* Recorded data
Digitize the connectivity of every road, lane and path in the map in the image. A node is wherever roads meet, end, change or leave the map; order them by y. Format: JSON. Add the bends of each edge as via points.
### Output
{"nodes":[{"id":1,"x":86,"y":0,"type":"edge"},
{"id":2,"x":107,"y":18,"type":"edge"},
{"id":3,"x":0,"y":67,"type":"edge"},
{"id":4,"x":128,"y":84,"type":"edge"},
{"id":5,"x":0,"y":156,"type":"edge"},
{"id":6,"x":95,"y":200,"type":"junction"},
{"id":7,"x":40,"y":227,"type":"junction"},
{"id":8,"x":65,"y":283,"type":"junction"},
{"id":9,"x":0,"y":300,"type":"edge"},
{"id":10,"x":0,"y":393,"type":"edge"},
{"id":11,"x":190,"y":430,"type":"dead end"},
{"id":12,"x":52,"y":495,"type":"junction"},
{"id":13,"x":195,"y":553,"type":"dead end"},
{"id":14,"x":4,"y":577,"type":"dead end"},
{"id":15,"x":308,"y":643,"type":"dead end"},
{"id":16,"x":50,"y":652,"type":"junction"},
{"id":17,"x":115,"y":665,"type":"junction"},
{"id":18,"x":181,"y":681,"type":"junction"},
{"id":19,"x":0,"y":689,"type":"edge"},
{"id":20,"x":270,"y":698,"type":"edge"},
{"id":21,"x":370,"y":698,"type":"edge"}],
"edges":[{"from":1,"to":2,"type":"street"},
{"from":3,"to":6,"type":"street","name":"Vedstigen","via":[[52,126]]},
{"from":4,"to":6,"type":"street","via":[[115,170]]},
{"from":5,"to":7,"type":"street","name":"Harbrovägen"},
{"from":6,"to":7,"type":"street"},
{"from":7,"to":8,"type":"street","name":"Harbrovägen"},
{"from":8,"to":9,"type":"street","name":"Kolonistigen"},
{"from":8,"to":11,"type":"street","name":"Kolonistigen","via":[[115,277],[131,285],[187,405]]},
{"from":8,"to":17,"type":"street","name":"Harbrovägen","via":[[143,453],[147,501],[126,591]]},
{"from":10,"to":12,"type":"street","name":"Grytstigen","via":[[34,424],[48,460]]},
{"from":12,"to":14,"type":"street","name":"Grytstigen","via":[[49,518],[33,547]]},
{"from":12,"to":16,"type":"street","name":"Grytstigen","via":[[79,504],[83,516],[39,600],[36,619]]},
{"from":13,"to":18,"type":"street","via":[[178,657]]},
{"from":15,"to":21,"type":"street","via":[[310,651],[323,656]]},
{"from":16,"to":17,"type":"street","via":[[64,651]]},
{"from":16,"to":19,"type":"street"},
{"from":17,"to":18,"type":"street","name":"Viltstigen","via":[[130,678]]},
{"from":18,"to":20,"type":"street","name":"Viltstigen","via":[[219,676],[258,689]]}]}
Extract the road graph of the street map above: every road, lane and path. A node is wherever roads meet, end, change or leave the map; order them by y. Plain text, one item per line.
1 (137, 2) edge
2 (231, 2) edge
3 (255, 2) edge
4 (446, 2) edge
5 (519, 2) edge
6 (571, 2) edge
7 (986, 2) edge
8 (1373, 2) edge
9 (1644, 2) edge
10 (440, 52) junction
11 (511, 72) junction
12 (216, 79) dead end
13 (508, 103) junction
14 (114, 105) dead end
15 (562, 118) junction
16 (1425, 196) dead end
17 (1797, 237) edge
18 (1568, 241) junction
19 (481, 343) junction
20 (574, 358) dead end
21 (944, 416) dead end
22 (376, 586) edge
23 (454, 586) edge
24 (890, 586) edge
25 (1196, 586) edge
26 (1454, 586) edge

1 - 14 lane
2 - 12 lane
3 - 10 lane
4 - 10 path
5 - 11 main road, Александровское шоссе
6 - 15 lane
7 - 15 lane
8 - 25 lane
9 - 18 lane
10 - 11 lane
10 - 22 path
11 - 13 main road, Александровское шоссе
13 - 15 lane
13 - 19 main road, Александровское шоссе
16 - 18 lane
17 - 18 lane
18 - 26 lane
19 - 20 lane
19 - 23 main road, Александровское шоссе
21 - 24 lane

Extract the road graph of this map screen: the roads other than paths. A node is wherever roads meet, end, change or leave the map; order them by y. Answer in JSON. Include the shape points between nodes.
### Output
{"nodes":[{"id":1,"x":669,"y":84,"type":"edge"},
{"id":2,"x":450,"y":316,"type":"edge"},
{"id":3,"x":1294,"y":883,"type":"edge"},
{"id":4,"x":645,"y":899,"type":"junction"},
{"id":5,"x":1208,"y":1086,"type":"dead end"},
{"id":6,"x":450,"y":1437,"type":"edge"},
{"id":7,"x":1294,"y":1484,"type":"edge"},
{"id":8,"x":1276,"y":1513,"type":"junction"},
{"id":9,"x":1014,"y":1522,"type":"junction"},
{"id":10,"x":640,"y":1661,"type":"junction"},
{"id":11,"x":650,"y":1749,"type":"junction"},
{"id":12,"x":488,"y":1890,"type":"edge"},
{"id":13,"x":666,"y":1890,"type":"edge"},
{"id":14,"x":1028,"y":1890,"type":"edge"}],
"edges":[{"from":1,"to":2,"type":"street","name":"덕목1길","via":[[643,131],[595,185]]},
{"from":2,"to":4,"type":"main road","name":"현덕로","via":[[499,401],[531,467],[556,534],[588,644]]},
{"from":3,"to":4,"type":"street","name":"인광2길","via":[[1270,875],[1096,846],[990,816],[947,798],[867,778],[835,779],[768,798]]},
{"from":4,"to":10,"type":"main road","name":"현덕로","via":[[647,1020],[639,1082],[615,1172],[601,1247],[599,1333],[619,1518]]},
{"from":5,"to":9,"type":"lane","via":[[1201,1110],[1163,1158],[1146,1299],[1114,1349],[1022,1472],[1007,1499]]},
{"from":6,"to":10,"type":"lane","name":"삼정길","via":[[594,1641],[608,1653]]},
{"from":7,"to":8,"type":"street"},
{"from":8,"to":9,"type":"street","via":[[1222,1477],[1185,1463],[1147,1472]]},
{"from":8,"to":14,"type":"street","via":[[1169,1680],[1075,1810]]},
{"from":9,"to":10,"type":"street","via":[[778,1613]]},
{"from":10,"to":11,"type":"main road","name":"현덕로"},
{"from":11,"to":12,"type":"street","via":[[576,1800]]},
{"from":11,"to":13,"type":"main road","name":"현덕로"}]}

* Directions
Wherever a line in the data above contains the word "roads", copy that line.

* Task response
Digitize the connectivity of every road, lane and path in the map in the image. A node is wherever roads meet, end, change or leave the map; order them by y. Format: JSON. Add the bends of each edge as via points.
Extract the road graph of the street map above: every road, lane and path. A node is wherever roads meet, end, change or leave the map; order them by y. Plain text, one item per line.
Extract the road graph of this map screen: the roads other than paths. A node is wherever roads meet, end, change or leave the map; order them by y. Answer in JSON. Include the shape points between nodes.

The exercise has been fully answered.